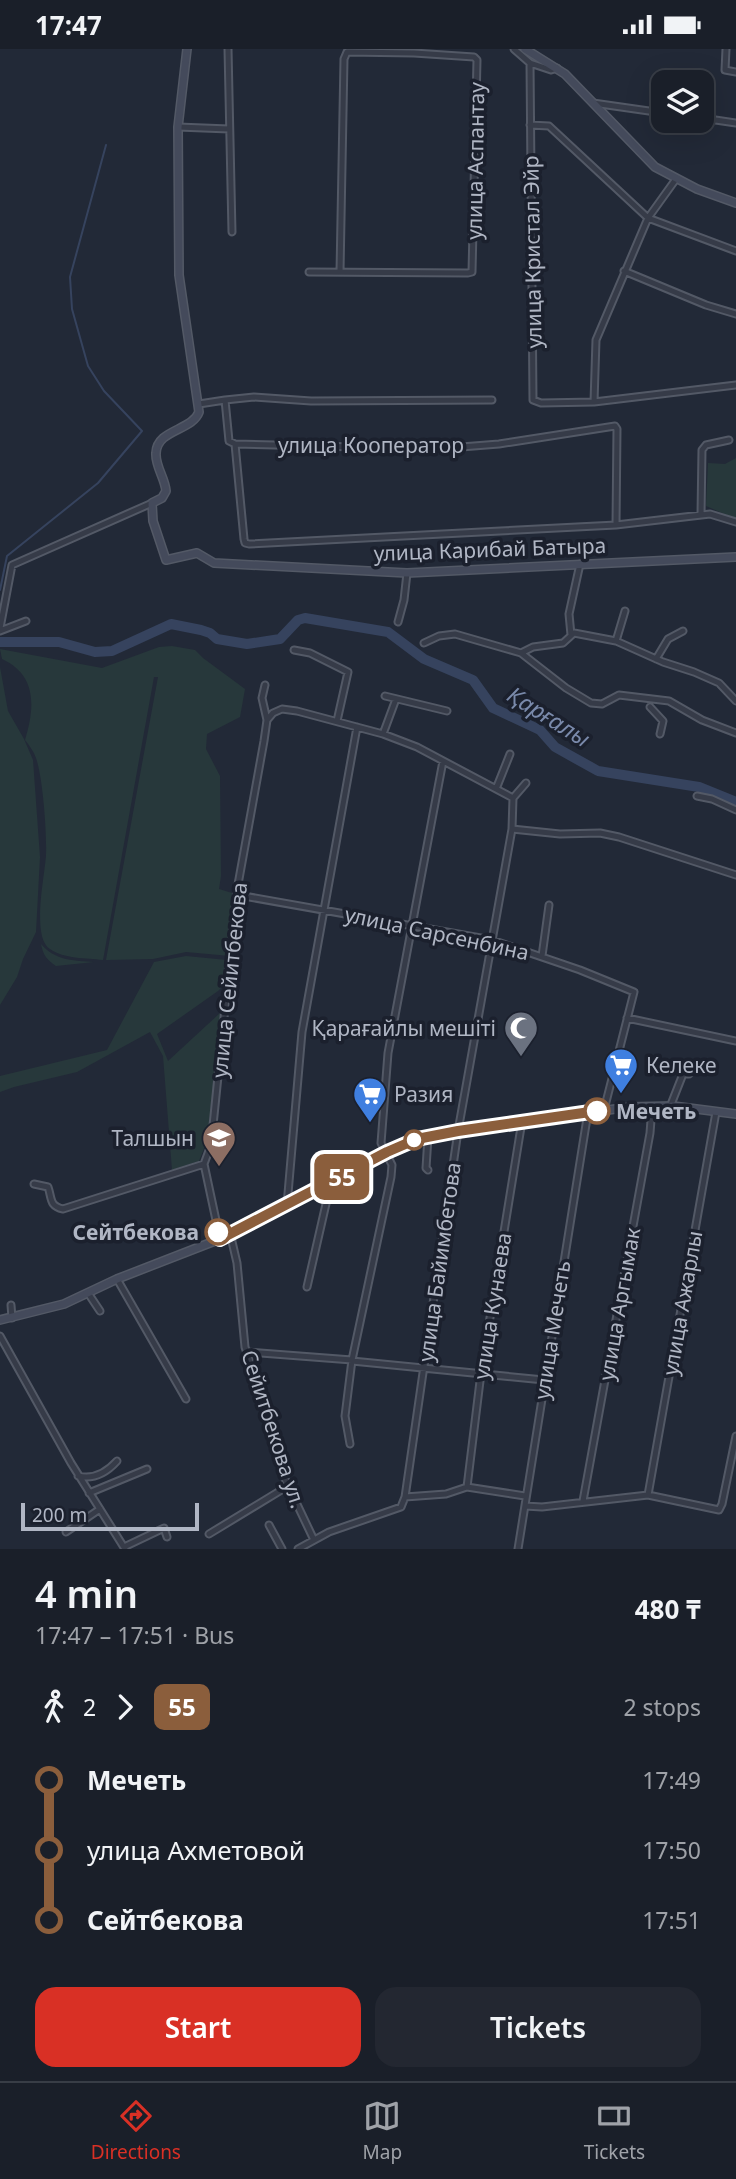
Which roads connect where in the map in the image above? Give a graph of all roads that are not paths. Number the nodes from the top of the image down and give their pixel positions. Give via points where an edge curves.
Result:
1 (187, 49) edge
2 (228, 49) edge
3 (514, 49) edge
4 (525, 49) edge
5 (726, 49) edge
6 (402, 51) edge
7 (417, 51) edge
8 (530, 63) junction
9 (557, 68) junction
10 (736, 72) edge
11 (593, 103) junction
12 (651, 111) edge
13 (714, 120) edge
14 (736, 124) edge
15 (530, 125) junction
16 (178, 127) junction
17 (229, 129) junction
18 (676, 179) junction
19 (736, 203) edge
20 (648, 218) junction
21 (232, 232) dead end
22 (736, 251) edge
23 (624, 271) junction
24 (309, 272) dead end
25 (340, 272) junction
26 (736, 314) edge
27 (736, 385) edge
28 (225, 400) junction
29 (492, 400) dead end
30 (594, 402) junction
31 (199, 404) junction
32 (729, 440) dead end
33 (235, 444) junction
34 (152, 503) junction
35 (701, 515) junction
36 (736, 522) edge
37 (616, 525) junction
38 (736, 557) edge
39 (580, 564) junction
40 (407, 573) junction
41 (625, 611) dead end
42 (26, 621) dead end
43 (398, 622) dead end
44 (0, 629) edge
45 (683, 631) dead end
46 (571, 635) junction
47 (616, 641) junction
48 (424, 643) dead end
49 (294, 650) dead end
50 (521, 653) junction
51 (656, 659) junction
52 (265, 685) dead end
53 (385, 696) dead end
54 (396, 699) junction
55 (653, 699) junction
56 (736, 701) edge
57 (447, 711) dead end
58 (267, 720) junction
59 (337, 721) junction
60 (357, 727) junction
61 (736, 733) edge
62 (383, 734) junction
63 (660, 734) dead end
64 (510, 754) dead end
65 (443, 761) junction
66 (526, 783) dead end
67 (496, 789) junction
68 (697, 796) dead end
69 (513, 797) junction
70 (736, 810) edge
71 (512, 829) junction
72 (736, 874) edge
73 (238, 895) junction
74 (550, 905) dead end
75 (325, 909) junction
76 (412, 924) junction
77 (492, 940) junction
78 (542, 956) junction
79 (627, 1018) junction
80 (736, 1041) edge
81 (689, 1074) dead end
82 (652, 1107) junction
83 (670, 1107) junction
84 (604, 1110) junction
85 (588, 1112) junction
86 (716, 1112) junction
87 (736, 1114) edge
88 (522, 1121) junction
89 (458, 1131) junction
90 (428, 1137) junction
91 (387, 1152) junction
92 (204, 1164) junction
93 (428, 1170) dead end
94 (331, 1182) junction
95 (34, 1184) dead end
96 (287, 1205) junction
97 (230, 1233) junction
98 (220, 1239) junction
99 (117, 1279) junction
100 (307, 1287) dead end
101 (88, 1293) junction
102 (11, 1305) dead end
103 (100, 1311) dead end
104 (12, 1318) junction
105 (0, 1320) edge
106 (0, 1336) edge
107 (247, 1352) junction
108 (352, 1361) junction
109 (423, 1367) junction
110 (481, 1373) junction
111 (544, 1380) junction
112 (186, 1399) dead end
113 (736, 1436) edge
114 (350, 1444) dead end
115 (117, 1461) dead end
116 (147, 1469) dead end
117 (78, 1476) junction
118 (288, 1486) junction
119 (465, 1489) junction
120 (89, 1493) junction
121 (648, 1495) junction
122 (525, 1496) junction
123 (405, 1497) junction
124 (583, 1501) junction
125 (525, 1506) junction
126 (100, 1509) junction
127 (269, 1525) dead end
128 (66, 1532) dead end
129 (209, 1534) dead end
130 (167, 1537) dead end
131 (314, 1540) junction
132 (124, 1548) edge
133 (282, 1549) edge
134 (298, 1549) edge
135 (518, 1549) edge

1 - 16 street
2 - 17 street
3 - 8 street
4 - 9 street
5 - 10 street via 725,69
6 - 7 street, улица Аспантау
6 - 25 street, улица Аспантау via 353,51 344,59
7 - 25 street, улица Аспантау via 469,55 477,60 472,272
8 - 9 street
8 - 15 street, улица Кристал Эйр
9 - 11 street
11 - 12 street
11 - 18 street via 637,151
13 - 14 street
15 - 20 street via 549,126
15 - 30 street, улица Кристал Эйр via 531,396 541,403
16 - 17 street
16 - 31 street via 179,275
17 - 21 street
18 - 19 street
18 - 20 street
20 - 22 street
20 - 23 street
23 - 26 street
23 - 30 street via 596,339
24 - 25 street, улица Аспантау
27 - 30 street, улица Кристал Эйр
28 - 29 street
28 - 31 street
28 - 33 street via 229,441
31 - 34 street via 197,417 164,437 156,448 166,491
32 - 35 street via 702,450
33 - 37 street via 244,539 249,544
33 - 37 street, улица Кооператор via 436,449 615,426
34 - 40 street, улица Карибай Батыра via 166,560 197,553 214,563
34 - 44 street via 19,560 10,569
35 - 36 street
35 - 37 street
38 - 39 street, улица Карибай Батыра
39 - 40 street, улица Карибай Батыра
39 - 46 street via 570,604
40 - 43 street
41 - 47 street
42 - 44 street
45 - 51 street via 668,639
46 - 47 street
46 - 50 street via 563,643
47 - 51 street
48 - 50 street via 455,635
49 - 59 street via 310,653 348,673
50 - 55 street via 592,703 602,704 619,695
51 - 56 street via 719,683
52 - 58 street, улица Сейитбекова via 262,698
53 - 54 street
54 - 57 street
54 - 62 street
55 - 61 street via 669,701
55 - 63 street via 649,708 663,721
58 - 59 street via 282,709
58 - 73 street, улица Сейитбекова
59 - 60 street
60 - 62 street
60 - 75 street
62 - 65 street
64 - 67 street
65 - 67 street
65 - 76 street
66 - 69 street
67 - 69 street
68 - 70 street
69 - 71 street, улица Байимбетова
71 - 72 street via 600,833
71 - 77 street, улица Байимбетова
73 - 75 street, улица Сарсенбина
73 - 92 street, улица Сейитбекова via 211,1145
74 - 78 street
75 - 76 street, улица Сарсенбина
75 - 96 street via 302,1032
76 - 77 street, улица Сарсенбина
76 - 91 street via 388,1053 381,1143
77 - 78 street, улица Сарсенбина
77 - 89 street, улица Байимбетова
78 - 79 street, улица Сарсенбина via 634,992
79 - 80 street
79 - 84 street, улица Сарсенбина
81 - 83 street via 683,1074
82 - 83 street
82 - 84 street
82 - 124 street, улица Аргымак
83 - 86 street
84 - 85 street
85 - 88 street
85 - 111 street, улица Мечеть
86 - 87 street
86 - 121 street, улица Ажарлы
88 - 89 street
88 - 110 street, улица Кунаева
89 - 90 street
89 - 109 street, улица Байимбетова
90 - 91 street
90 - 93 street
91 - 94 street
91 - 108 street via 391,1177
92 - 95 street via 63,1209 51,1203 48,1187
92 - 98 street, улица Сейитбекова
94 - 96 street
94 - 100 street
96 - 97 street
97 - 98 street
97 - 107 street, Сейитбекова ул.
98 - 99 street
99 - 101 street
99 - 112 street
101 - 103 street
101 - 104 street
102 - 104 street
104 - 105 street
106 - 117 street
107 - 108 street
107 - 118 street, Сейитбекова ул.
108 - 109 street
108 - 114 street via 345,1416
109 - 110 street
109 - 123 street, улица Байимбетова
110 - 111 street
110 - 119 street, улица Кунаева
111 - 122 street, улица Мечеть
113 - 121 street via 719,1510
115 - 117 street via 94,1477
116 - 120 street
117 - 120 street
118 - 129 street
118 - 131 street, Сейитбекова ул.
119 - 122 street
119 - 123 street
120 - 126 street
121 - 124 street
122 - 125 street, улица Мечеть
123 - 131 street via 401,1507
124 - 125 street
125 - 135 street, улица Мечеть
126 - 128 street
126 - 132 street
127 - 133 street
130 - 132 street via 163,1528
131 - 134 street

• [WHAT THE EXERCISE ASKS]:
Please return all lines from the records that hold the word "Аспантау".

• [ANSWER SECTION]:
6 - 7 street, улица Аспантау
6 - 25 street, улица Аспантау via 353,51 344,59
7 - 25 street, улица Аспантау via 469,55 477,60 472,272
24 - 25 street, улица Аспантау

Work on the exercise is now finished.